Genloci Classic CRISPR-Cas9 内部操作流程(2)

Genloci Classic CRISPR-Cas9内部操作流程

IV． FAQ

Q-1：靶位点设计有哪些注意事项

A-1：目前有几个在线设计软件，我们推荐使用Zhang Feng lab：http://crispr.mit.edu/，该软件会对每一个潜在的靶位点打分，并告知是否存在脱靶现象。在设计Guide序列时，需要特别注意第一个碱基必须是G，如果您选取的Guide序列的第一个碱基不是G，需要自行加上一个G，因为这个G对于起始转录非常重要。

Q-2：转染效率低，怎么办？

A-2：因为Cas9蛋白比较大，就导致整个敲除质粒较大（8kb左右），如此大的质粒很容易导致转化效率低下，尤其是使用脂质体等化学试剂转染时，转染效率会比较低些。所以，我们推荐使用电转的方法进行转染。

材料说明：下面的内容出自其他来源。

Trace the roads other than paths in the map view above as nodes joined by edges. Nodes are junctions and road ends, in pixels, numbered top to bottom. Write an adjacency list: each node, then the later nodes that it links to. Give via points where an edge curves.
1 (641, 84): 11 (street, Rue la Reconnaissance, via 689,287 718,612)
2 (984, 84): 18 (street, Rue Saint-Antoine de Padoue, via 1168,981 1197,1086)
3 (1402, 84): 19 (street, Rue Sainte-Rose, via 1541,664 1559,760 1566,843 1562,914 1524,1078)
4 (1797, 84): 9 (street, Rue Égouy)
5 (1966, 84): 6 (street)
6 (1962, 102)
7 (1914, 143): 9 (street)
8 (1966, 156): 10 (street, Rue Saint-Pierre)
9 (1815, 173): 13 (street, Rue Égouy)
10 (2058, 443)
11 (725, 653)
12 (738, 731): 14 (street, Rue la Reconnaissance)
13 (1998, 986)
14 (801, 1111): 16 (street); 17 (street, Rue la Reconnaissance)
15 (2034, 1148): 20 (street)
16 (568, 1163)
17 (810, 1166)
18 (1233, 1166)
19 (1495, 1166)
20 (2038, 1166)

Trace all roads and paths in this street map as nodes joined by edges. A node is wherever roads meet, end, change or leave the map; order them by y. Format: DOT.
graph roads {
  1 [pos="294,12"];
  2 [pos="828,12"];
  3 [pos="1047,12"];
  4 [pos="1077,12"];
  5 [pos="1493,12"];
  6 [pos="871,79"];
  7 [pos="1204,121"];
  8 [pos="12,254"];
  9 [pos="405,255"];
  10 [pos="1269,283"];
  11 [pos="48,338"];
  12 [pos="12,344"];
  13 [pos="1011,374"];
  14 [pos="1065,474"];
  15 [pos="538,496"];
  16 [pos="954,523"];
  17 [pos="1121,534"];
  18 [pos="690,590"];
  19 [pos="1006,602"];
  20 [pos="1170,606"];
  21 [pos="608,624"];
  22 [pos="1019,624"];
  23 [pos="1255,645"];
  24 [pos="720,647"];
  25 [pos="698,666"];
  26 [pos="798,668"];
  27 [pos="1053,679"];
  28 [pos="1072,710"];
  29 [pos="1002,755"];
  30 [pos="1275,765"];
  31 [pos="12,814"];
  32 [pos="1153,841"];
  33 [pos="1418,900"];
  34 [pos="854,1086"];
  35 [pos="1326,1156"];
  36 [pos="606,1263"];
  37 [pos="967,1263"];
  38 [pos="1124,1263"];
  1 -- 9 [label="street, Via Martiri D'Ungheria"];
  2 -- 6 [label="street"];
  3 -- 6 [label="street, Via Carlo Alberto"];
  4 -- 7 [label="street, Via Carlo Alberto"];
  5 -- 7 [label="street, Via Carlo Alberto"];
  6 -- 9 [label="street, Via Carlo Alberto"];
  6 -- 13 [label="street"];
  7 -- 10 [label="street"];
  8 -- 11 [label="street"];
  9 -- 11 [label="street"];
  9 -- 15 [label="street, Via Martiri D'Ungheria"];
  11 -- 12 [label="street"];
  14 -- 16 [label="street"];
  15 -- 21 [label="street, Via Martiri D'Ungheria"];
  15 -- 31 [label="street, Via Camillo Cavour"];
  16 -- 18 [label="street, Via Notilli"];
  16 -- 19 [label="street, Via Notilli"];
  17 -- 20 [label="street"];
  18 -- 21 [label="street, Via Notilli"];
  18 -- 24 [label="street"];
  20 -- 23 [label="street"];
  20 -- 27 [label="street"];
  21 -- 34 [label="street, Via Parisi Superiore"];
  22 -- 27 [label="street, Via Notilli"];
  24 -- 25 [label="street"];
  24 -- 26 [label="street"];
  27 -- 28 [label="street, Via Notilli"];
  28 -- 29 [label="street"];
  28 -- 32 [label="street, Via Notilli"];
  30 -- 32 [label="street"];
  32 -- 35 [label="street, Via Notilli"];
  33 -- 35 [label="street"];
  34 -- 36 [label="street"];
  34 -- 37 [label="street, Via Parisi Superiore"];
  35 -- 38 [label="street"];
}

Bio-Rad的电转仪器需要根据不同的细胞单独配制转染buffer，所以不推荐使用；Life的Neon系统不错，但是因为耗材是镀金的，所以非常贵；而Genloci的CTX-1500A电转仪，转化效率高，不需要单独配制buffer，只需使用无血清的培养基就行，而且该电转仪的耗材也是相对比较便宜的。

Q-3：单个细胞不生长，怎么办？

A-3：对于单细胞不长的细胞进行敲除，首先建议采用共培养的方法看看能否促进单个细胞的生长。共培养可以采用培养过同种细胞的培养基培养单细胞；也可以使用Cell PlazaTM（单细胞培养板），可以把细胞的存活率提高三倍以上。如果以上方法都不行，建议对细胞进行改造，加快其分裂速度，让单细胞可以很容易生长后，再对目的基因进行敲除。具体方法可以联系Genloci的客服做进一步的了解。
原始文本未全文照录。